Date: Sat, 20 Sep 97 18:54:52 +0100
From: Joe Auty <>
Subject: the value of this list - EVERYBODY READ!!

I haven't been reading each and every post as of late, but I have been hearing various people buzzing around about the value, or lack thereof, of this list. I don't intend to comment on what has been said because not only am I not abreast as to waht has been happening, but it is also irrelevant now seeing how it is now merely water under the bridge...

I can agree that this list may be dangerous and of little value to some people. When I first logged onto TPIN, I was overwhelmed by this virtual monsoon of information ranging from mouthpieces, horns, high notes, attitudes, etc. For the record, I'm 19 for those who may find my age relevant. When I first started out posting, my posts were worded in such a way that they offended a select group of individuals. In retrospect, if  we were to wind back the clock, many of those posts of mine would have never seen the light of day either because my opinion has changed, or because I don't see any gain in posting subjective ideas or posts grounded by a 19 year old's knowledge of music. I wasn't quite flamed, but I learned very quickly to shut up and listen to what older people have to say about the horn, that I have a lot to learn about the horn, and the experience of many players in here really exposes my inexperience for what it is. It put my playing in perspective.

I think this was an important lesson for me. Somebody told me taht some of the best players in here are often lurkers (not meaning that the posters are all morons, just that lurkers are not lurking because they know nothing). In real-life it would be the same way... I'm sure Clark Terry for instance would find it insulting if I showed up at his door and told him all about what I think I know about playing jazz. It is moreover quite impetuous. It is difficult for real learning to take place when one feels there is no learning to be had!

So, after dropping these kind of posts and reading more and more of my favourite posters posts, I very quickly became overwhelmed with all the different ideas and concepts, and had difficulty applying them into my own playing. For instance, on the topic of breathing alone there are people who think that you should only breath in as much air as you need to finish your phrase (I think this is Jacobs theory), some who think air is free and you should always strive to fill yourself up (I think this is Claude Gordon's theory), some who think it shouldn't be a mechanical process, some who like the Bobby Shew breathing system for instance where the steps are layed out, some who like Yoga breathing (and some who think they should because MF uses it), some who just say "take a deep breath and go", etc. I was forced to learn how to disseminate information. If I took a lesson with Bobby Shew, then took a lesson with Arnold Jacobs, etc. I would have to do the same thing, and I believe that most people believe that it is cool to take as many lessons from differnet, qualified people as you can.

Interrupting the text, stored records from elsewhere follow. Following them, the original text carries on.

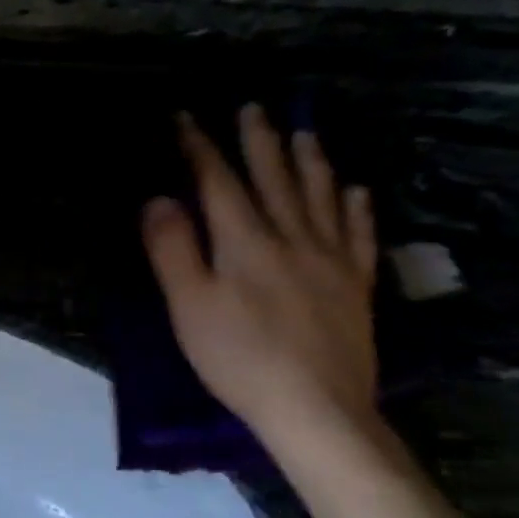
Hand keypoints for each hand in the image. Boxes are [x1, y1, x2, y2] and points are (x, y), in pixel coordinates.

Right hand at [142, 104, 379, 449]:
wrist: (315, 409)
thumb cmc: (238, 358)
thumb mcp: (188, 306)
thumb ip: (173, 249)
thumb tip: (159, 199)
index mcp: (245, 243)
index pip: (219, 183)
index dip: (201, 148)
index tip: (186, 118)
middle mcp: (292, 239)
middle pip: (274, 180)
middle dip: (259, 142)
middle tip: (253, 108)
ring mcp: (331, 261)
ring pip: (320, 197)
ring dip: (309, 161)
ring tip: (304, 133)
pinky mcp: (355, 287)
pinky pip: (359, 235)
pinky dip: (356, 207)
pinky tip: (356, 190)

One thing that Bobby Shew said in a clinic of his which I really liked was not to be arrogant about one particular theory and say "this is *THE* way to play the trumpet, the other ways are simply WRONG". After all, the end result is a constant amongst all these teachings, and that is to sound like Maurice Andre, or Maynard, or Doc, or Wynton, or whomever.
While some of the teachings of Jacobs, vs. Shew, vs. the great Chase Sanborn may not coincide, the one things these players share in common is that they can all PLAY!! Therefore, I really feel no need to put down somebody else's ideas of playing which may very well work for them. I have learned to take the informatoin, and either digest it or spit it out.. if I take in the information, hopefully it doesn't give me gas, but that is a learning process in itself.
Without the skills to disseminate informatoin, to appreciate other opinions, to celebrate diversity in thought, musical tastes, etc. instead of opposing it, I can see how this list would be fruitless. But these are really important skills to grasp I believe, and are necessary for a successful career! What a better way to learn these skills than in the relative anomimity of TPIN? This in itself is one of the many contributions TPIN has offered me, not to mention the valuable FREE insight of players around the globe!! What else can offer this?

I have personally talked to some of the more frequent posters on IRC chat (if you are interesting in joining our daily chat sessions, check out such as David Roth, Michael Anderson, Tim Phillips, Eddie Lewis, Brian Moon, etc. on a semi one-on-one basis, I have found all of these gentlemen to be present with valuable wisdom, insight, and moreover they are just plain nice! In fact, Tim Phillips in his selfless ways offered to put me up for a week in his home in North Carolina for free lessons. I live in Canada, so this was quite a travel - with the risk of meeting a complete stranger! The week turned out to be incredible and gratifying as we worked a lot on breathing, Tim being the INCREDIBLE and wise lead player he is. If anybody else has any ideas how this valuable relationship could have taken place without TPIN, I'd love to know.

The problem with the internet at times is the fact that read text can be interpreted in many different ways.. punctuation is just not enough! I have learned to assume to best, until I have reason to assume the worst. Logically speaking, I'm sure that these posters wouldn't go out of their way to intentionally offend you in most cases! TPIN does have its flaws in this regard, but so do many communication mediums. And I have little doubt in my mind that the potential gains of TPIN far out-weigh these minor drawbacks.